(Task description)
Every line below that has the string "Noto" needs to be copied.

*** Records provided ***

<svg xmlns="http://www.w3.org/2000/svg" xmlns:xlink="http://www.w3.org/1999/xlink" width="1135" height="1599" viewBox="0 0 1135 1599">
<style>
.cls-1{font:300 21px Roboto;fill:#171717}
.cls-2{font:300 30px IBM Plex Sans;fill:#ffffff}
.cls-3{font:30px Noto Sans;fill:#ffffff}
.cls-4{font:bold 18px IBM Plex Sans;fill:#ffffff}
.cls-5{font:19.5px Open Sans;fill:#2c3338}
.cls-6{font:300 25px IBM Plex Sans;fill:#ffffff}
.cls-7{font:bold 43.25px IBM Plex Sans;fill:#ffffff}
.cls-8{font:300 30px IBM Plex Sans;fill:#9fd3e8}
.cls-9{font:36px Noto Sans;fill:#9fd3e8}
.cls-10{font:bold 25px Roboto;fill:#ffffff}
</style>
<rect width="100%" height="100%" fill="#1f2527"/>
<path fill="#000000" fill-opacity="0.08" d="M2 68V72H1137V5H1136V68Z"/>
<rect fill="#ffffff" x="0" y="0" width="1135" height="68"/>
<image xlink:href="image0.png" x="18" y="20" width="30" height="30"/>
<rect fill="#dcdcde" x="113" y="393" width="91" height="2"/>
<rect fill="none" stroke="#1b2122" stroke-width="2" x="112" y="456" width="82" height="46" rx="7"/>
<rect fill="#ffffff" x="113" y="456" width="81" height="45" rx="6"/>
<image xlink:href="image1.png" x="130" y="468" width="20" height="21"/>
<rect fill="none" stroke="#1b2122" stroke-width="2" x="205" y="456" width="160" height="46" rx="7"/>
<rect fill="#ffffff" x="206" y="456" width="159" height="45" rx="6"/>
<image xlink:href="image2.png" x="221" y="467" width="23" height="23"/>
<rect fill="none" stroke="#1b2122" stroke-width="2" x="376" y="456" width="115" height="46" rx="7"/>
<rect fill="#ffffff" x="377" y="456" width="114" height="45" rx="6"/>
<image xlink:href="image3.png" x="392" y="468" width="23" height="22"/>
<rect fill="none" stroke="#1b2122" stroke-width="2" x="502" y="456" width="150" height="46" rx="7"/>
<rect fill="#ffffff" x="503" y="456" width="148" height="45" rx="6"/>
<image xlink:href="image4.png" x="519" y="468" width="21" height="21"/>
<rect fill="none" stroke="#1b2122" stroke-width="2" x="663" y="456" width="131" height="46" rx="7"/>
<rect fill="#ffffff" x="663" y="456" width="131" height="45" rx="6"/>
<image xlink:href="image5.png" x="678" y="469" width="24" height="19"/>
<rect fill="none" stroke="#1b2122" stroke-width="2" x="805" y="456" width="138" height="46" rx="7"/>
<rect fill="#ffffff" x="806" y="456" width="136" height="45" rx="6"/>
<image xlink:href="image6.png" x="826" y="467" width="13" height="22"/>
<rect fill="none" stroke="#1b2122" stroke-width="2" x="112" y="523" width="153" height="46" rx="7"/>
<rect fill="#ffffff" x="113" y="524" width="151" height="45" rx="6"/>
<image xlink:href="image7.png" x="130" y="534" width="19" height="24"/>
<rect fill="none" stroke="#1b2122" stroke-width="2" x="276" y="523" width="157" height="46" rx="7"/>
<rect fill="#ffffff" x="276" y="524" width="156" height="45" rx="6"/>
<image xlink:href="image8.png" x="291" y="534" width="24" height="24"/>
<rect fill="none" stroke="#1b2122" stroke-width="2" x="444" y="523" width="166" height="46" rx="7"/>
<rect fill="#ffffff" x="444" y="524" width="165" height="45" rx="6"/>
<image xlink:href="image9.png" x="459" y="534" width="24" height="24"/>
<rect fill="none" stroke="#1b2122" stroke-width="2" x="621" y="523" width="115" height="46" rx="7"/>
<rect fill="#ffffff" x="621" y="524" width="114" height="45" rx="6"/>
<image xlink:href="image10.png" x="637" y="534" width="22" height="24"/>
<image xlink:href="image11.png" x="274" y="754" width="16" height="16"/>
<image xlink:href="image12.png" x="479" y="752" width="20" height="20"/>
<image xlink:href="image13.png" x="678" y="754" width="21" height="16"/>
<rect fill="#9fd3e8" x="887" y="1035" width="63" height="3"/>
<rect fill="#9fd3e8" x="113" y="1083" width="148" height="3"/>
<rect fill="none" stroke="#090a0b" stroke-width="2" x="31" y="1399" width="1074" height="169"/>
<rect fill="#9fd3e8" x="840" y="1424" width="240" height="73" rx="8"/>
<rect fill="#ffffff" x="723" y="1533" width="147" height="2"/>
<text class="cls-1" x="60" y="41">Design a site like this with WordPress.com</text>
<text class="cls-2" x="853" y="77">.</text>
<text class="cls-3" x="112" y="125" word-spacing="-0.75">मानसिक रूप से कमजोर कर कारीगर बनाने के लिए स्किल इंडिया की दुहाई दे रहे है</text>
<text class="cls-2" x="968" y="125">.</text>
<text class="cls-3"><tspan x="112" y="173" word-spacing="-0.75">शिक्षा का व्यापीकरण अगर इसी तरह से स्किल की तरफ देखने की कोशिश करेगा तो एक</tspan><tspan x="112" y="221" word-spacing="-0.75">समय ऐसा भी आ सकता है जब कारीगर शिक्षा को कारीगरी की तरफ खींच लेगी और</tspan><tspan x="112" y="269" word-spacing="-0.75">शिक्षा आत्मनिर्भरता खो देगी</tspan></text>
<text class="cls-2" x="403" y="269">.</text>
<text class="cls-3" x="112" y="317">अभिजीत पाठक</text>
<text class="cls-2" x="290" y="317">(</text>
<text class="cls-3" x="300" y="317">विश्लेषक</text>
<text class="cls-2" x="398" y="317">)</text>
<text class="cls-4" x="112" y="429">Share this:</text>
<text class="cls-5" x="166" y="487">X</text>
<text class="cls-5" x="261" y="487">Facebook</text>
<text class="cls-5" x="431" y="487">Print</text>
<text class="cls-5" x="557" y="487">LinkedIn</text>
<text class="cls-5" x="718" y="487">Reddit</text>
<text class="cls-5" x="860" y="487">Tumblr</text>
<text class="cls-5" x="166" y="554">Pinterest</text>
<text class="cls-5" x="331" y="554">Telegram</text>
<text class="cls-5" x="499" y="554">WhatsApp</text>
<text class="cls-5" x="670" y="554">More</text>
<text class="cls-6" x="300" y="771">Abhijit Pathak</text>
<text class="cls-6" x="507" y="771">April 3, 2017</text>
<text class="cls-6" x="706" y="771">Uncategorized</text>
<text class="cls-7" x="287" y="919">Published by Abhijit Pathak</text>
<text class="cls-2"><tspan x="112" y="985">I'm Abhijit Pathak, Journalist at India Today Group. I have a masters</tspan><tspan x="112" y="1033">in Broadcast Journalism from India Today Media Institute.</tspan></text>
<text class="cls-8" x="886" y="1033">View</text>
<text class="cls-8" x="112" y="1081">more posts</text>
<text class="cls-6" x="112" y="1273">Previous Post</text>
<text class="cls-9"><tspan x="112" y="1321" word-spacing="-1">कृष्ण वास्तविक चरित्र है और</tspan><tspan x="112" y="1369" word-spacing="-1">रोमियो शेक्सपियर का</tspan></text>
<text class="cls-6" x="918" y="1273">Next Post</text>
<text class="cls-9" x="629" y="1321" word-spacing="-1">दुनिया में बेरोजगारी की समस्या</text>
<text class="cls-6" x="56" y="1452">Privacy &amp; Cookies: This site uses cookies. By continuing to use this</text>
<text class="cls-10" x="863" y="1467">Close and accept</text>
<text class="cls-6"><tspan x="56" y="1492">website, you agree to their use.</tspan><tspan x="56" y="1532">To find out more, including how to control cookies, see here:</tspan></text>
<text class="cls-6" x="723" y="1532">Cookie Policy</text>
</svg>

***

(Exercise answer)
.cls-3{font:30px Noto Sans;fill:#ffffff}
.cls-9{font:36px Noto Sans;fill:#9fd3e8}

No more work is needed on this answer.